“1 декабря 1962 года Никита Хрущев посетил выставку художников-авангардистов студии «Новая реальность». Руководитель СССР, будучи неподготовленным к восприятию абстрактного искусства, резко критиковал их творчество, использовав нецензурные выражения…
В декабре 1962-го и весной 1963 года состоялись несколько встреч Хрущева с интеллигенцией…”
Запись 2015 года
В России всегда самой уязвимой и беззащитной была “культура” — что при царях, начиная с битого Тредиаковского, что при Сталине, что при Хрущеве, что сейчас…
Сталин уничтожал не только свидетелей его преступлений, но и “свидетелей культуры”. Создание нового человека “методом исключений”, кровавой, безжалостной, но чудовищно осознанной, осмысленной селекцией было вовсе не так уж и глупо. Он все же во многом добился своего. Причина многих наших бед разного рода — разрушение культуры. Даже не во внешних ее формах, а в сознании.
Нет, сценарий друзей надо защищать! У меня бывает — скорее, бывало, но тоже нечасто — состояние, когда мне все равно, где я и перед кем.
Напротив меня рядом с окном на стене календарь, такие тогда выпускало Бюро пропаганды киноискусства — с актрисами и актерами. Я смотрю на Скобцеву, на колонку цифр-чисел и понимаю, что сейчас скажу. Алешин дает мне слово.
“Видите, — спрашиваю, показывая на календарь, — какое сегодня число рядом с прекрасной Скобцевой?” Все смотрят, почему-то ни о чем пока не догадываясь. А я продолжаю: “Девятое марта тысяча девятьсот шестьдесят третьего года, день будний — цифра черная. А надо бы — красная. Ведь это праздник! Ровно десять лет, к счастью, похоронили Сталина, палача людей и культуры. Так неужели мы отметим этот праздник очередной ложью о нашем прошлом?”
Ну, и так далее…
Юра Турчик вздыхает и опускает голову. Балтер смотрит на меня с интересом и улыбается. А неизвестная тетя, сидевшая до этого с непроницаемым лицом, лупится в мою сторону с недоумением и тихо, но внятно произносит: “Кто это?”

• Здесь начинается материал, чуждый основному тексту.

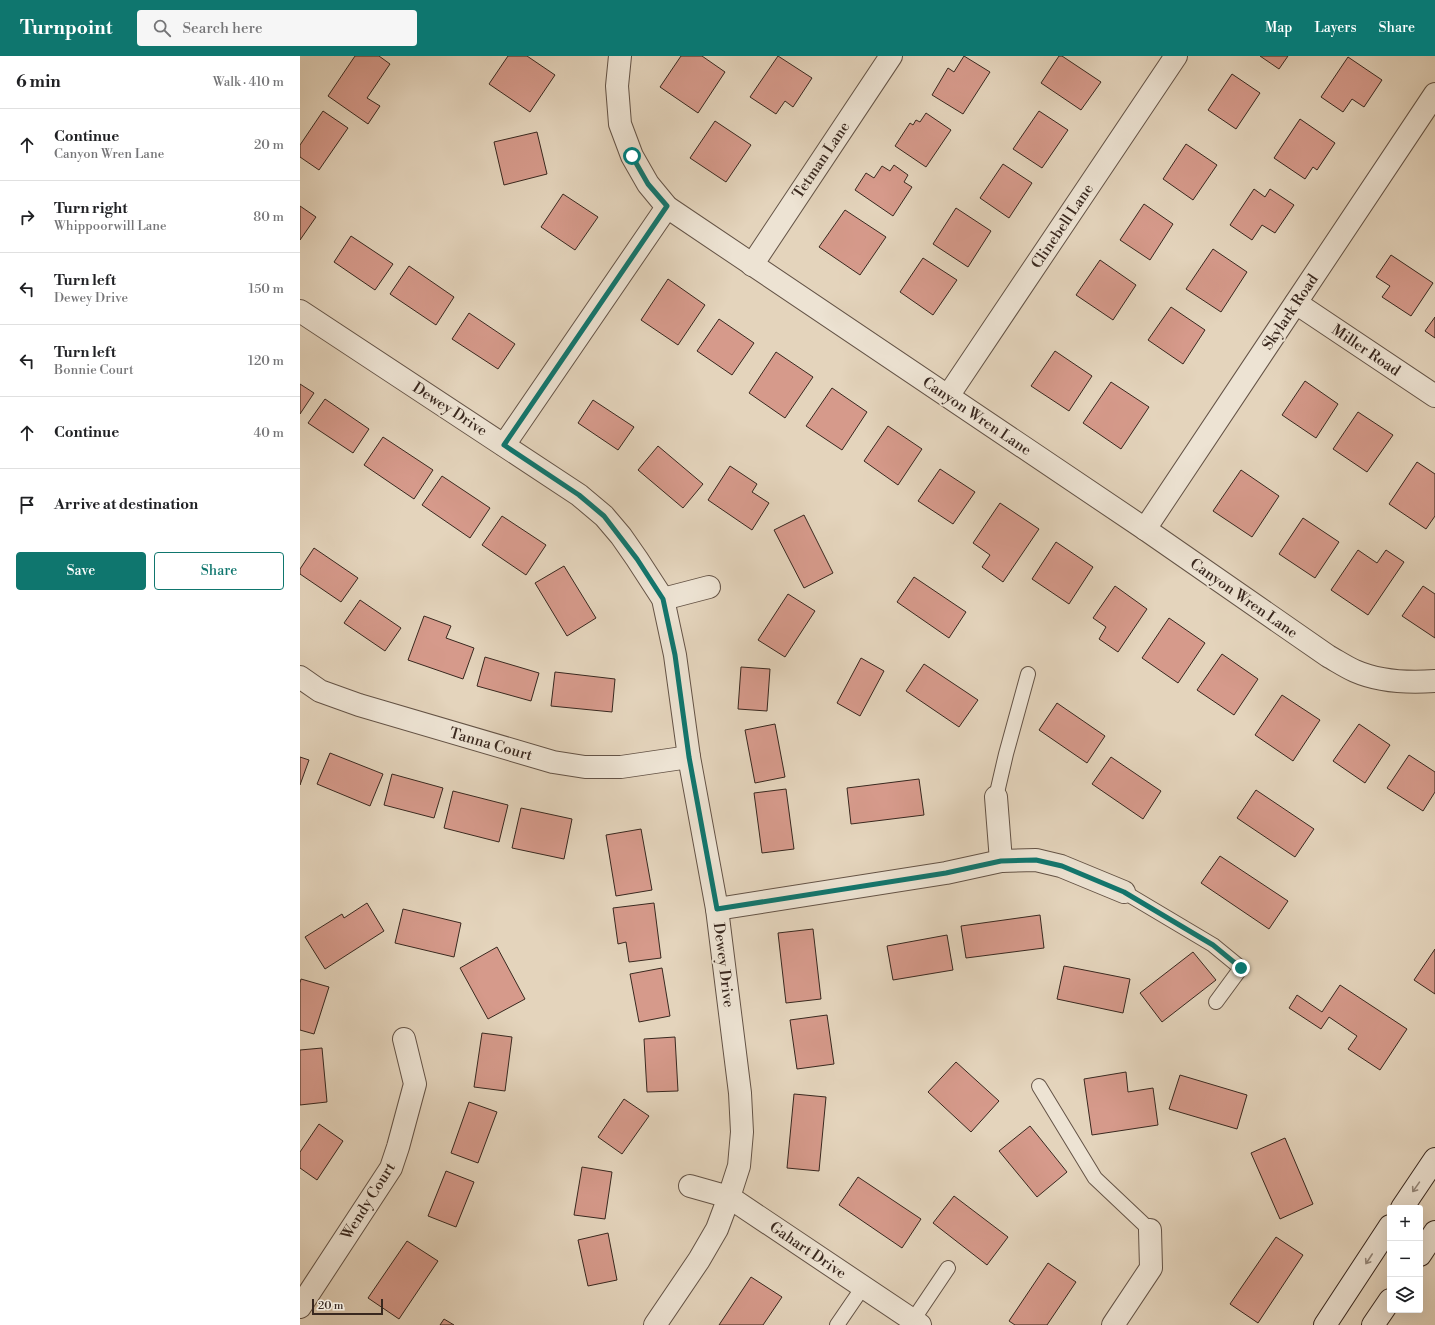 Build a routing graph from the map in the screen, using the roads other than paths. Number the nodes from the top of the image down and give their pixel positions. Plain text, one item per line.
1 (620, 56) edge
2 (891, 56) edge
3 (1176, 56) edge
4 (1435, 94) edge
5 (667, 206) junction
6 (752, 265) junction
7 (1296, 303) junction
8 (300, 311) edge
9 (948, 396) junction
10 (1435, 396) edge
11 (504, 445) junction
12 (1145, 529) junction
13 (709, 587) dead end
14 (663, 599) junction
15 (1028, 674) dead end
16 (300, 678) edge
17 (1435, 681) edge
18 (689, 757) junction
19 (996, 797) joint
20 (1001, 861) junction
21 (1124, 892) joint
22 (717, 909) junction
23 (1216, 1002) dead end
24 (404, 1039) dead end
25 (1039, 1086) dead end
26 (1433, 1166) edge
27 (690, 1186) dead end
28 (729, 1197) junction
29 (1404, 1205) edge
30 (1150, 1230) joint
31 (1387, 1231) edge
32 (1435, 1232) edge
33 (1423, 1250) edge
34 (948, 1268) dead end
35 (863, 1287) junction
36 (1387, 1304) edge
37 (300, 1307) edge
38 (917, 1322) edge
39 (655, 1325) edge
40 (837, 1325) edge
41 (1114, 1325) edge
42 (1325, 1325) edge
43 (1373, 1325) edge

1 - 5 street, Canyon Wren Lane
2 - 6 street, Tetman Lane
3 - 9 street, Clinebell Lane
4 - 7 street, Skylark Road
5 - 6 street, Canyon Wren Lane
5 - 11 street
6 - 9 street, Canyon Wren Lane
7 - 10 street, Miller Road
7 - 12 street, Skylark Road
8 - 11 street, Dewey Drive
9 - 12 street, Canyon Wren Lane
11 - 14 street, Dewey Drive
12 - 17 street, Canyon Wren Lane
13 - 14 street
14 - 18 street, Dewey Drive
15 - 19 lane
16 - 18 street, Tanna Court
18 - 22 street, Dewey Drive
19 - 20 street
20 - 21 street
20 - 22 street
21 - 23 lane
22 - 28 street, Dewey Drive
24 - 37 street, Wendy Court
25 - 30 lane
26 -> 29 street
27 - 28 street, Gahart Drive
28 - 35 street, Gahart Drive
28 - 39 street, Dewey Drive
30 - 41 street
31 -> 42 street
32 - 33 street
34 - 38 lane
35 - 38 street, Gahart Drive
35 - 40 lane
36 - 43 street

Как я скоро узнаю, тетя — из Киева, из Госкино УССР, начальница, здесь в роде ревизора. Конечно же, она знала, кто я такой, заочно. Но, видимо, я уж очень не соответствовал в тот момент ее представлению об образе советского сценариста.
И ее можно было понять. С собой у меня была только одна рубаха, я ее сам стирал в ванной в номере. Но вот до глажки дело не доходило. Когда же манжеты, выглядывавшие из рукавов пиджака, понемногу темнели — по естественным причинам, — я их совершенно спокойно просто подворачивал. До следующей стирки, с которой не слишком торопился.

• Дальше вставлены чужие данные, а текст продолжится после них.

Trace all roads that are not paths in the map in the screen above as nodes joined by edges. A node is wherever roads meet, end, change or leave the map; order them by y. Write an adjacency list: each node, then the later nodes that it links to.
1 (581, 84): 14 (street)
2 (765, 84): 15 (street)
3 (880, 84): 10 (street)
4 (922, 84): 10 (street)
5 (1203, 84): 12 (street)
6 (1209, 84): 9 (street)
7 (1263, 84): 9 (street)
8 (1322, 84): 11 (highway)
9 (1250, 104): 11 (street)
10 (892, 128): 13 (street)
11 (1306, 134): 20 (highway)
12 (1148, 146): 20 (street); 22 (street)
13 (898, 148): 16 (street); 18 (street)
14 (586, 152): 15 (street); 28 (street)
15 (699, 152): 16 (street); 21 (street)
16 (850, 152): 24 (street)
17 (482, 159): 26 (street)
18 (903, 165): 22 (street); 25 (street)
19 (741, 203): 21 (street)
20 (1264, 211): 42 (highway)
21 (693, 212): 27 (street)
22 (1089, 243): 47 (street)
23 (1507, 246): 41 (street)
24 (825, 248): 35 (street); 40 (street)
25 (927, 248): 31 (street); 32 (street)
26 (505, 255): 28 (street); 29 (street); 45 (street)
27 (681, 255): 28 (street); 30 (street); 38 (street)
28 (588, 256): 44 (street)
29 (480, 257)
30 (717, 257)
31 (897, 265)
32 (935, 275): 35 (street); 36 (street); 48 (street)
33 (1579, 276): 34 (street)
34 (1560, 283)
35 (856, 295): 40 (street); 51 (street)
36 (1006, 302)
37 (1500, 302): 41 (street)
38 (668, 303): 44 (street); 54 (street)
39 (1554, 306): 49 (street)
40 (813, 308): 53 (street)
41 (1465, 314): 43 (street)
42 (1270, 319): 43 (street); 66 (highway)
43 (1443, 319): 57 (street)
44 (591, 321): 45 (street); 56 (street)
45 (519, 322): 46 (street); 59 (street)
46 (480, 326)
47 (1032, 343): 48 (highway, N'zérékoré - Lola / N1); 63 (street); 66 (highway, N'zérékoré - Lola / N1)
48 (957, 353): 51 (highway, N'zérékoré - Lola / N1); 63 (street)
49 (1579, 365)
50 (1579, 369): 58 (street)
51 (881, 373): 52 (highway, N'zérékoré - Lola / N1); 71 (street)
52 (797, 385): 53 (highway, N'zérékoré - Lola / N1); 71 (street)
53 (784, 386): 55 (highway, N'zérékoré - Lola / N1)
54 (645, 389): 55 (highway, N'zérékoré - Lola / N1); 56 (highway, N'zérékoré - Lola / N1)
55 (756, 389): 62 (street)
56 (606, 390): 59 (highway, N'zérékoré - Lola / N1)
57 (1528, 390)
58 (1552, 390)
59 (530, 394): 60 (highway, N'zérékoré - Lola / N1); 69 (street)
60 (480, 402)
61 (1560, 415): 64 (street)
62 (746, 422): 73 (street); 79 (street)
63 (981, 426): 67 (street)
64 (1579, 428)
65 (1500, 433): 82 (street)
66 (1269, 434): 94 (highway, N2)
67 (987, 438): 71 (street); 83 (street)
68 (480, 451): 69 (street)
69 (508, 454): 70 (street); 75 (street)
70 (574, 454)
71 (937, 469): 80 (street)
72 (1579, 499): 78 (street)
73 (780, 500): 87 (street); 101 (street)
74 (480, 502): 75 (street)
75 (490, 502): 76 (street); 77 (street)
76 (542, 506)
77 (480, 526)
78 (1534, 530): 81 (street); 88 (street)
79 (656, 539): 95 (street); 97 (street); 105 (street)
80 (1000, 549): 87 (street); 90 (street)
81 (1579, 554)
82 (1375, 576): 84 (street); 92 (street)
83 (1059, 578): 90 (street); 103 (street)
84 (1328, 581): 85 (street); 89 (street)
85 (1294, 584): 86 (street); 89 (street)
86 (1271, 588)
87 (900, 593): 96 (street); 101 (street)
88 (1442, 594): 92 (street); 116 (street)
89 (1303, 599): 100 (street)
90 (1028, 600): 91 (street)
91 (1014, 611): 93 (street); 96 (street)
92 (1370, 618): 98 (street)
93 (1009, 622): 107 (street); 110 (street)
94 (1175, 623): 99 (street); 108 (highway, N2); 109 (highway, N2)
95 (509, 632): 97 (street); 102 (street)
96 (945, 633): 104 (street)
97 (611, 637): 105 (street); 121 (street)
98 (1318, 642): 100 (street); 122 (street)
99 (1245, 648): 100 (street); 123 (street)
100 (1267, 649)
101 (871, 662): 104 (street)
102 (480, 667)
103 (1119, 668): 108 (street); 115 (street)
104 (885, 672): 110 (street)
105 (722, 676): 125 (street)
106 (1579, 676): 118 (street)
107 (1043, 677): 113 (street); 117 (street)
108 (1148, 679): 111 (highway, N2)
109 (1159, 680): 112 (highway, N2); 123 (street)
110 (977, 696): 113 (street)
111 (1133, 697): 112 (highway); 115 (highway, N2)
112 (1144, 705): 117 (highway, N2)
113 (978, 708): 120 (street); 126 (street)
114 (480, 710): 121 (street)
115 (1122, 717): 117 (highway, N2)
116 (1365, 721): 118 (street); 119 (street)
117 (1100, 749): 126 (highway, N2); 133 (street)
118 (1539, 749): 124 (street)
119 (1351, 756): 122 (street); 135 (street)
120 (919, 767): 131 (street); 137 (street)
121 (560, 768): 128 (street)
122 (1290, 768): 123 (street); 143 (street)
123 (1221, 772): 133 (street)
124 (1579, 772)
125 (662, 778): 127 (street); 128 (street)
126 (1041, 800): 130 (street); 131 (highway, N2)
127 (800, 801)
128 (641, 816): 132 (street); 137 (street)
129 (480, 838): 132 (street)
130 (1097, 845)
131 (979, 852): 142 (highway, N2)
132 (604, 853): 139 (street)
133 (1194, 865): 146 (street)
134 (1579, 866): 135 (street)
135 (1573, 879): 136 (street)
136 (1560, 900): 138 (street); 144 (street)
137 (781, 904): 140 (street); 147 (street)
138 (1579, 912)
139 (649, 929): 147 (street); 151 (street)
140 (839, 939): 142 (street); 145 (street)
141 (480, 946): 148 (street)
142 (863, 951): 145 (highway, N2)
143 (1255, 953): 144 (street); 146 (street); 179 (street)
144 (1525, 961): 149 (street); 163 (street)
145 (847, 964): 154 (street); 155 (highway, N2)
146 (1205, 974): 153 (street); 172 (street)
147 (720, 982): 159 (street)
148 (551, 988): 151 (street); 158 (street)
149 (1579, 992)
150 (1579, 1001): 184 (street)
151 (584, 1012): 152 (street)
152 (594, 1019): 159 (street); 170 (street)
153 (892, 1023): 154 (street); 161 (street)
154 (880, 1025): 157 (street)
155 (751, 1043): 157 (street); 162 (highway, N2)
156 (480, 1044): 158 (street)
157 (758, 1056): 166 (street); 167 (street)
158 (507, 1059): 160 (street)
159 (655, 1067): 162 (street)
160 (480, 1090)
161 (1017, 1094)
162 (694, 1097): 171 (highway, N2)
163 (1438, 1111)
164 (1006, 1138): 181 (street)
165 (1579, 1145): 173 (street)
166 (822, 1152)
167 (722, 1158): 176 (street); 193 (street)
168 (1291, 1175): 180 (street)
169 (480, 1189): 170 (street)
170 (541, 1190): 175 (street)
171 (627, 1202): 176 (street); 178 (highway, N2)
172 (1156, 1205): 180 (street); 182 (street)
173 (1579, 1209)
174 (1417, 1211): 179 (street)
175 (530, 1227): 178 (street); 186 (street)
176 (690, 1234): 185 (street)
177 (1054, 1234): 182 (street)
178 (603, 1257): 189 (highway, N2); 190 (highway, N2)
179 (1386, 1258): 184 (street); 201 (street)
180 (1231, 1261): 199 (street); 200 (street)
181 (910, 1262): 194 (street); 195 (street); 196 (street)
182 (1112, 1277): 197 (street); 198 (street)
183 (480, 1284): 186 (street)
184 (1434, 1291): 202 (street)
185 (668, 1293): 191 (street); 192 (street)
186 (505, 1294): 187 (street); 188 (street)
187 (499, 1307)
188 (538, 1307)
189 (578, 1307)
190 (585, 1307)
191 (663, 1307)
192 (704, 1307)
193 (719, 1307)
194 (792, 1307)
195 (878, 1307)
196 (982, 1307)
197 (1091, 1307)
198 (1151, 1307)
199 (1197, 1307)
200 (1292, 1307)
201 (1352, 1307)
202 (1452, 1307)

Сценарий “До свидания, мальчики” зарубили. Наверняка это вызвало очередное повторение тоста “И шоб они сдохли”.
Сквалыга бухгалтер, кряхтя, выплачивал мне по частям — копейками, которые тут же тратились, денег на обратную дорогу не было. Узнав об этом, Балтер, он уже тоже собрался в Москву, сказал, что забирает меня с собой, и купил мне билет на поезд. На самолете он не летал — из-за сердца.

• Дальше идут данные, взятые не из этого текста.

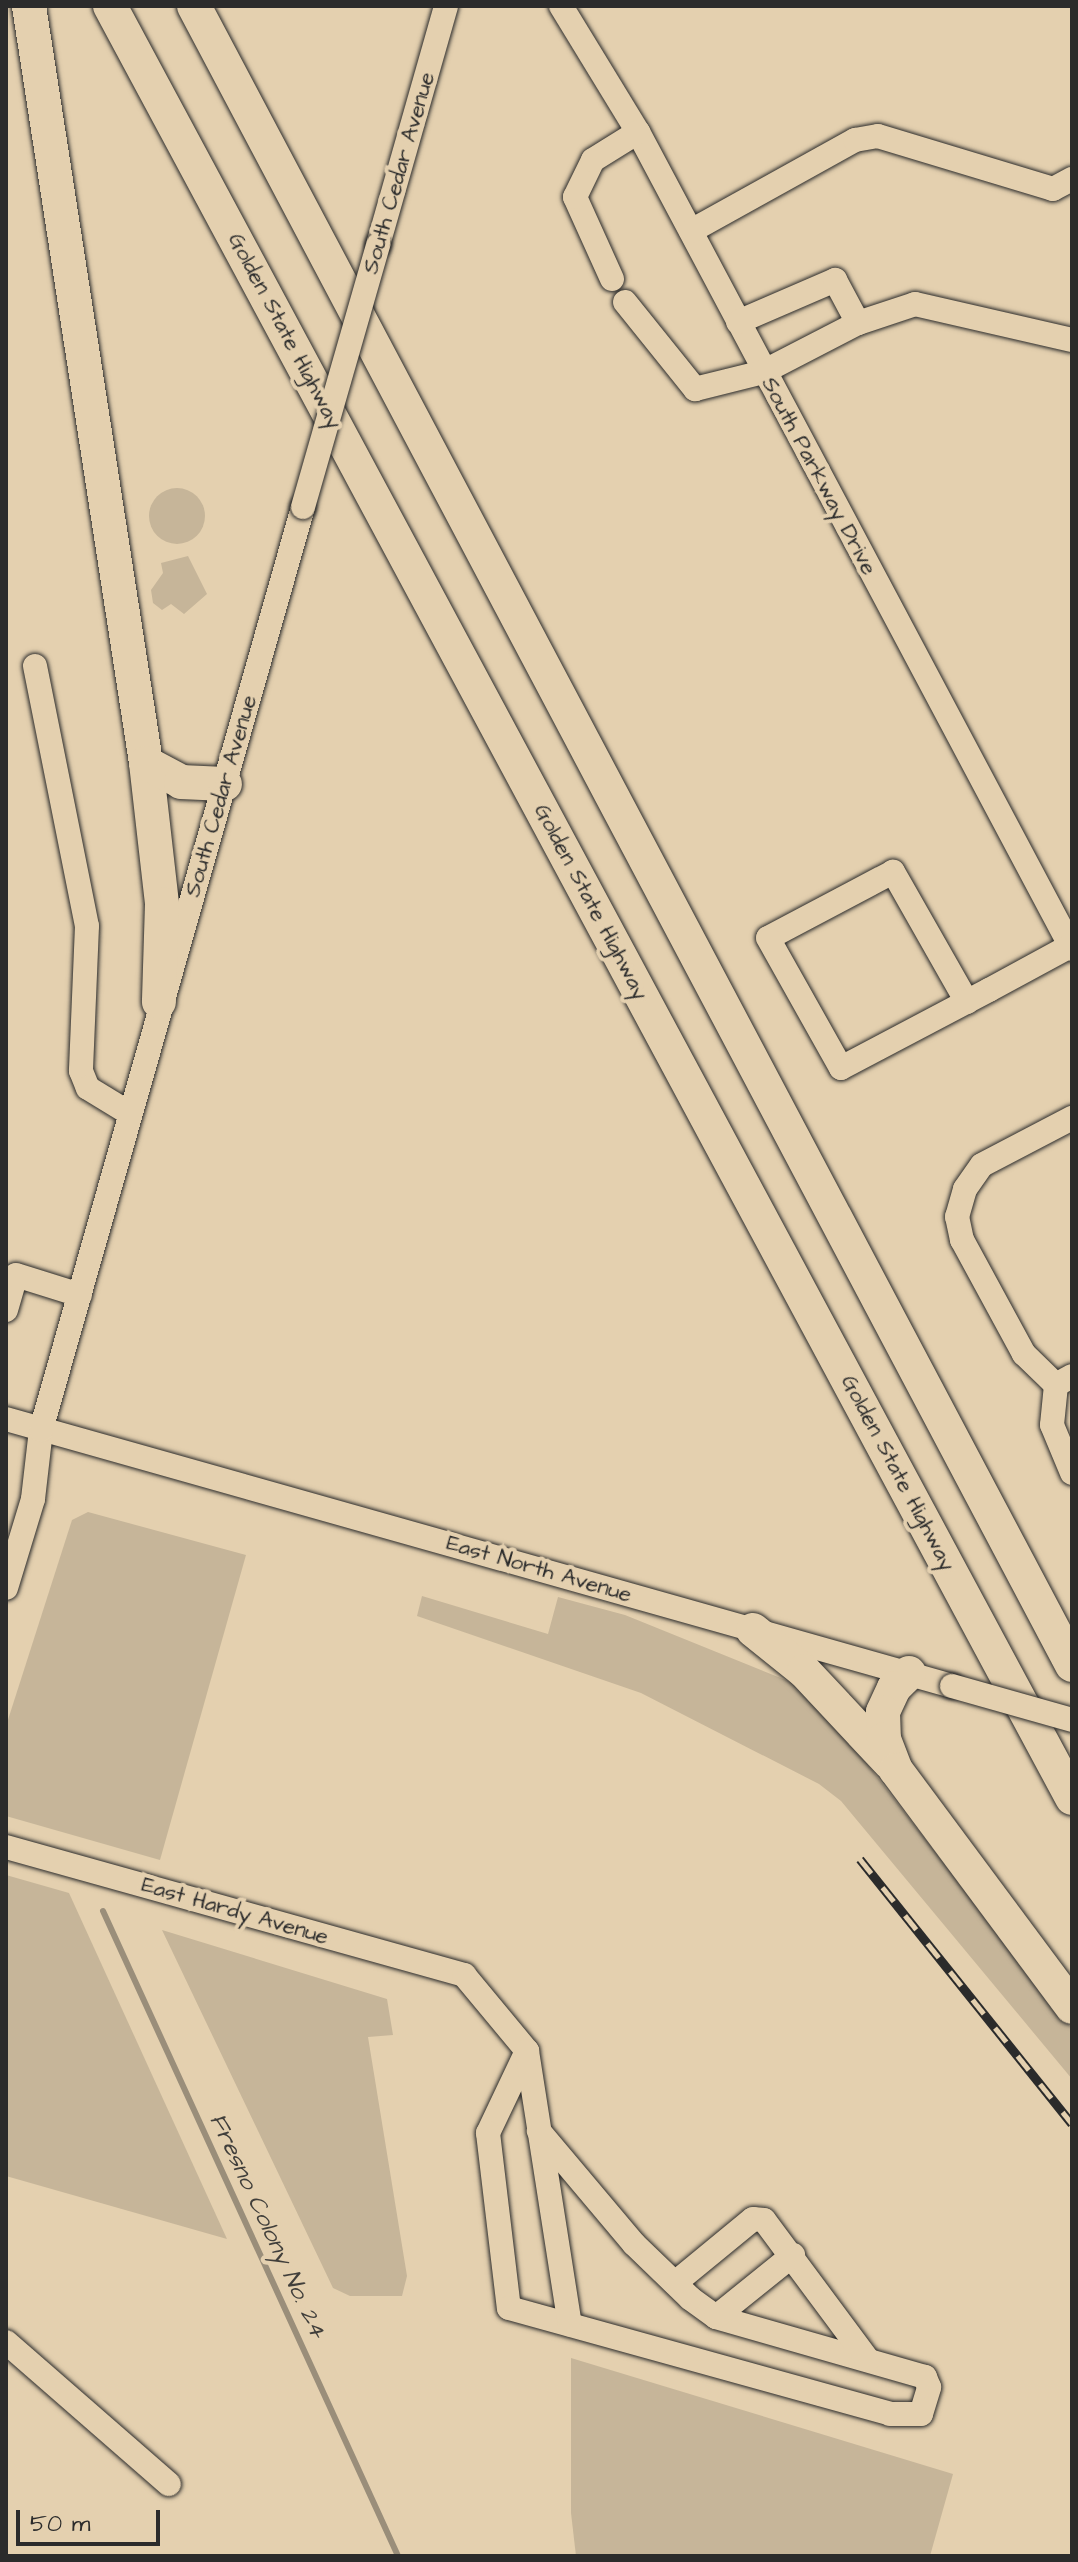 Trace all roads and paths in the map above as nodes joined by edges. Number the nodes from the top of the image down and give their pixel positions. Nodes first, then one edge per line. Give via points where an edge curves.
1 (29, 6) edge
2 (110, 6) edge
3 (194, 6) edge
4 (446, 6) edge
5 (561, 6) edge
6 (573, 17) edge
7 (638, 132) junction
8 (1072, 179) edge
9 (691, 231) junction
10 (612, 279) dead end
11 (625, 302) dead end
12 (738, 322) junction
13 (858, 323) junction
14 (1072, 340) edge
15 (763, 372) junction
16 (35, 666) dead end
17 (146, 763) junction
18 (225, 784) junction
19 (1071, 947) edge
20 (159, 1002) junction
21 (967, 1002) junction
22 (129, 1113) junction
23 (1072, 1118) edge
24 (80, 1295) junction
25 (6, 1310) edge
26 (1064, 1380) edge
27 (6, 1419) edge
28 (41, 1430) junction
29 (1072, 1473) edge
30 (6, 1588) edge
31 (753, 1630) junction
32 (1072, 1665) edge
33 (909, 1673) junction
34 (1072, 1720) edge
35 (896, 1770) junction
36 (1072, 1798) edge
37 (6, 1847) edge
38 (1072, 2007) edge
39 (527, 2051) junction
40 (539, 2131) junction
41 (793, 2255) junction
42 (675, 2283) junction
43 (716, 2317) junction
44 (570, 2325) junction
45 (6, 2342) edge
46 (868, 2360) junction
47 (169, 2484) dead end

1 - 17 highway
2 - 36 highway, Golden State Highway
3 - 32 highway
4 - 18 street, South Cedar Avenue, bridge
5 - 6 street, South Parkway Drive
6 - 7 street, South Parkway Drive
7 - 9 street, South Parkway Drive
7 - 10 street via 593,160 575,197
8 - 9 street via 1053,189 878,136 855,140
9 - 12 street, South Parkway Drive
11 - 15 street via 695,389
12 - 13 street via 835,280
12 - 15 street, South Parkway Drive
13 - 14 street via 915,304
13 - 15 street
15 - 19 street, South Parkway Drive
16 - 22 street via 87,926 81,1071 88,1088
17 - 18 highway via 181,782
17 - 20 highway via 162,904
18 - 20 street, South Cedar Avenue
19 - 21 street
20 - 22 street, South Cedar Avenue
21 - 21 street via 841,1068 768,938 893,872
22 - 24 street, South Cedar Avenue
23 - 26 street via 982,1165 965,1189 957,1217 962,1240 1024,1354
24 - 25 street via 16,1275
24 - 28 street, South Cedar Avenue
26 - 29 street via 1052,1425
27 - 28 street, East North Avenue
28 - 30 street, South Cedar Avenue via 33,1499
28 - 31 street, East North Avenue
31 - 33 street, East North Avenue
31 - 35 highway via 804,1671
33 - 34 street, East North Avenue, bridge
33 - 35 highway via 894,1688 883,1712 884,1739
35 - 38 highway
37 - 39 street, East Hardy Avenue via 464,1975
39 - 40 street
39 - 44 street via 488,2133 509,2308
40 - 42 street via 634,2244
40 - 44 street
41 - 42 street via 764,2220 753,2219
41 - 43 street
41 - 46 street
42 - 43 street
43 - 46 street
44 - 46 street via 890,2414 921,2414 929,2387 925,2377
45 - 47 street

— Получите Ленинскую премию — отдадите деньги, — сказал он мне, когда мы расставались на Курском вокзале.
Думаю, вы не удивитесь, узнав, что Ленинскую премию я так и не получил.
Ночью вдруг у меня на Фурманова междугородный звонок. Юра Турчик — из Ялты. “Паша! — трагическим голосом. — Я только что вернулся из Киева…”
Ну конечно, тетя с косой все аккуратно донесла вышестоящему. И это оказалось очень кстати. По всем республикам тогда — волной, по московскому образцу — пошли идеологические совещания и встречи с интеллигенцией. В Киев немедленно была затребована стенограмма моего выступления. И я “прозвучал”.
— А в чем дело? — говорю я глупо. — Ведь культ личности осужден.
— Паша, — слышу, как в Ялте вздыхает Турчик. — Ну, вы же всё понимаете…
Ох это наше вечное “вы всё понимаете”!
Все понимаем, только ничего сделать не можем. Или не хотим?
Киев о нашем с Ильенко сценарии приказал забыть, а меня на Ялтинскую студию — не пускать.
Последний раз в Ялте был в 2006 году. Приехали с Ириной к сыну Алёше, невестке Ане и совсем еще маленькому внуку Женьке. Алёшка арендовал тогда на лето дачу на Ай-Петри. Были дожди. Он уходил охотиться куда-то еще выше за Учан-Су и брал с собой любимую мачеху Ирулю, как он ее называет. Я остаюсь со своим компьютером.